→ **Task directions**:
Down to the last line, reproduce the records exactly.

→ **Data**:
####

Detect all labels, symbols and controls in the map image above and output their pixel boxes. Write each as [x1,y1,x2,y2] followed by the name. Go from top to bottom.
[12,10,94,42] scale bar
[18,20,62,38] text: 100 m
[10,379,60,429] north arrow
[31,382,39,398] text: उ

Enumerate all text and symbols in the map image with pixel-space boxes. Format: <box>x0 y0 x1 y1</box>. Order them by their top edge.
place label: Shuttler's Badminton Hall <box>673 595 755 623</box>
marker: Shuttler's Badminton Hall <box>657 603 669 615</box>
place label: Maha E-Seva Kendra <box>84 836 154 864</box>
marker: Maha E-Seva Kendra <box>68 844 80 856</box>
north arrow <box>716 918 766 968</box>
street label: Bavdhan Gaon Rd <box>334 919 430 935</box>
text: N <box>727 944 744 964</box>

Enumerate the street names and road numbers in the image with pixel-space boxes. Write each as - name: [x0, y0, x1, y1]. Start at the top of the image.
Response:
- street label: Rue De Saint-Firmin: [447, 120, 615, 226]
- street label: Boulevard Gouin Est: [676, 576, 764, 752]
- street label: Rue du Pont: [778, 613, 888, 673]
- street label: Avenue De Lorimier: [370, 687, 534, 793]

####

→ **Exercise answer**:
Detect all labels, symbols and controls in the map image above and output their pixel boxes. Write each as [x1,y1,x2,y2] followed by the name. Go from top to bottom.
[12,10,94,42] scale bar
[18,20,62,38] text: 100 m
[10,379,60,429] north arrow
[31,382,39,398] text: उ

Enumerate all text and symbols in the map image with pixel-space boxes. Format: <box>x0 y0 x1 y1</box>. Order them by their top edge.
place label: Shuttler's Badminton Hall <box>673 595 755 623</box>
marker: Shuttler's Badminton Hall <box>657 603 669 615</box>
place label: Maha E-Seva Kendra <box>84 836 154 864</box>
marker: Maha E-Seva Kendra <box>68 844 80 856</box>
north arrow <box>716 918 766 968</box>
street label: Bavdhan Gaon Rd <box>334 919 430 935</box>
text: N <box>727 944 744 964</box>

Enumerate the street names and road numbers in the image with pixel-space boxes. Write each as - name: [x0, y0, x1, y1]. Start at the top of the image.
Response:
- street label: Rue De Saint-Firmin: [447, 120, 615, 226]
- street label: Boulevard Gouin Est: [676, 576, 764, 752]
- street label: Rue du Pont: [778, 613, 888, 673]
- street label: Avenue De Lorimier: [370, 687, 534, 793]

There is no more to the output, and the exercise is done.